The Fact Cards, which have received the support of both the investment industry and investor advocates alike, can be used to educate investors on several topics, including outlining certain aspects of the second phase client relationship model (CRM2), explaining investment risk and warning about investment fraud.
The digital cards can be embedded in websites with publicly available code, shared through social media, and can be used on mobile devices. They are available in both French and English and can be used by groups ranging from financial services firms to educators, advocacy groups and law enforcement.
“The introduction of Fact Cards continues our modernization of investor education,” says Tyler Fleming, director of the OSC’s Investor Office, in a statement. “We are delivering investor education in new ways that help it to be widely seen and read by those who need it, and that respond to the changing ways that people are using technology and receiving information.”

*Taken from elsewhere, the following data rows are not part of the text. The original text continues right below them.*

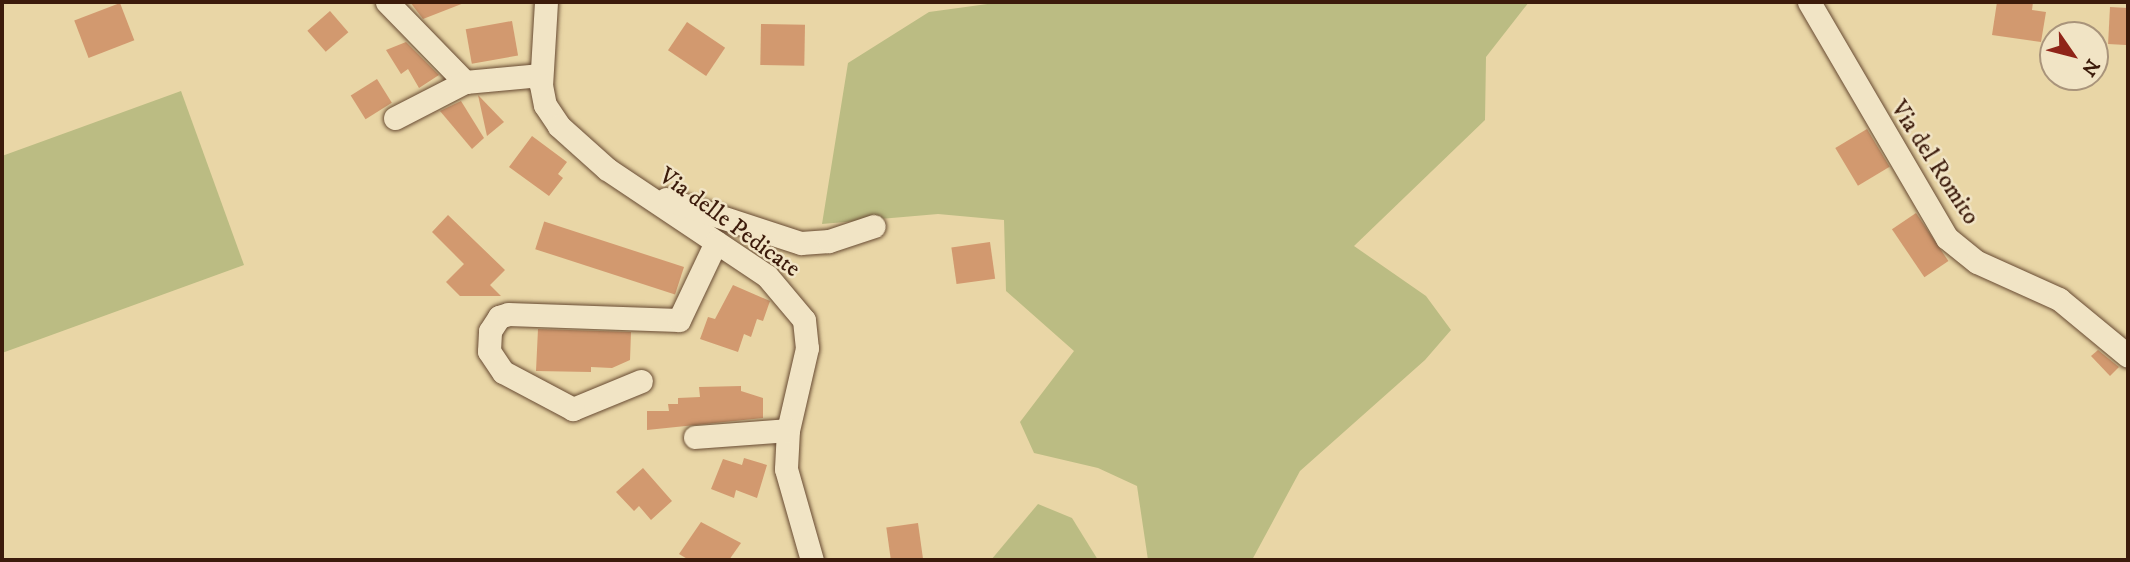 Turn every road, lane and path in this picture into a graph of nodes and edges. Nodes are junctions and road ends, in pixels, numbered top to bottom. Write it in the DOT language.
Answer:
graph roads {
  1 [pos="387,2"];
  2 [pos="546,2"];
  3 [pos="1809,2"];
  4 [pos="541,75"];
  5 [pos="466,82"];
  6 [pos="395,118"];
  7 [pos="634,188"];
  8 [pos="874,226"];
  9 [pos="716,242"];
  10 [pos="2128,356"];
  11 [pos="641,381"];
  12 [pos="788,430"];
  13 [pos="695,437"];
  14 [pos="812,560"];
  1 -- 5 [label="street"];
  2 -- 4 [label="street, Via delle Pedicate"];
  3 -- 10 [label="street, Via del Romito"];
  4 -- 5 [label="street"];
  4 -- 7 [label="street, Via delle Pedicate"];
  5 -- 6 [label="street"];
  7 -- 8 [label="street"];
  7 -- 9 [label="street, Via delle Pedicate"];
  9 -- 11 [label="street"];
  9 -- 12 [label="street, Via delle Pedicate"];
  12 -- 13 [label="street"];
  12 -- 14 [label="street, Via delle Pedicate"];
}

In addition, Fact Cards will enable organizations to provide investors with educational content without having to develop it themselves, Fleming notes.

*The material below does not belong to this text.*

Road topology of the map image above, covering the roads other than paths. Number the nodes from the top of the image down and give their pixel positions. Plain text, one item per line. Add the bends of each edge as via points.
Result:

The announcement was accompanied by statements of support from 18 organizations, including investment industry groups — such as Advocis, the Investment Industry Association of Canada (IIAC), the Investment Funds Institute of Canada and the Federation of Mutual Fund Dealers — and investor advocates — such as the Canadian Foundation for Advancement of Investor Rights (a.k.a. FAIR Canada) and the OSC’s independent Investor Advisory Panel (IAP).
“FAIR Canada strongly supports the OSC’s Investor Office in its efforts to bring key investor protection information to the attention of Canadians. The new Fact Cards are an innovative way to disseminate that information, and we hope they will be widely used to benefit the public,” says Neil Gross, FAIR Canada’s executive director, in a statement.
“The features, accessibility and credibility of the OSC Fact Cards make them a useful education tool to gain information and insights on the investing process and financial markets. The Fact Cards will contribute importantly to investor confidence and market participation,” adds Ian Russell, president and CEO of the IIAC, in a statement.
Canada’s Financial Literacy Leader, Jane Rooney, also notes that the federal Financial Consumer Agency of Canada will be sharing the new cards on its website and via social media to encourage their use: “I am thrilled with the step the [OSC] is taking with these Fact Cards to deliver money management information to investors in a new and innovative way.”
Adds Ursula Menke, chairwoman of the OSC’s IAP: “While investor education alone is not sufficient, it is still necessary in order to achieve better outcomes for investors. The Investor Office has accomplished much in a short period of time and their multi-pronged efforts to get important information to investors through initiatives such as the Fact Cards are to be commended.”
The initiative is also drawing support from organizations such as the Canadian Crime Stoppers Association, the Canadian Network for the Prevention of Elder Abuse and the Ontario Association of Chiefs of Police, along with other investment industry groups, including the Portfolio Management Association of Canada, the National Exempt Market Association, the Private Capital Markets Association and the Canadian ETF Association.
The initial library of Fact Cards is available at www.osc.gov.on.ca/factcards and it will be updated and expanded over time, the OSC indicates.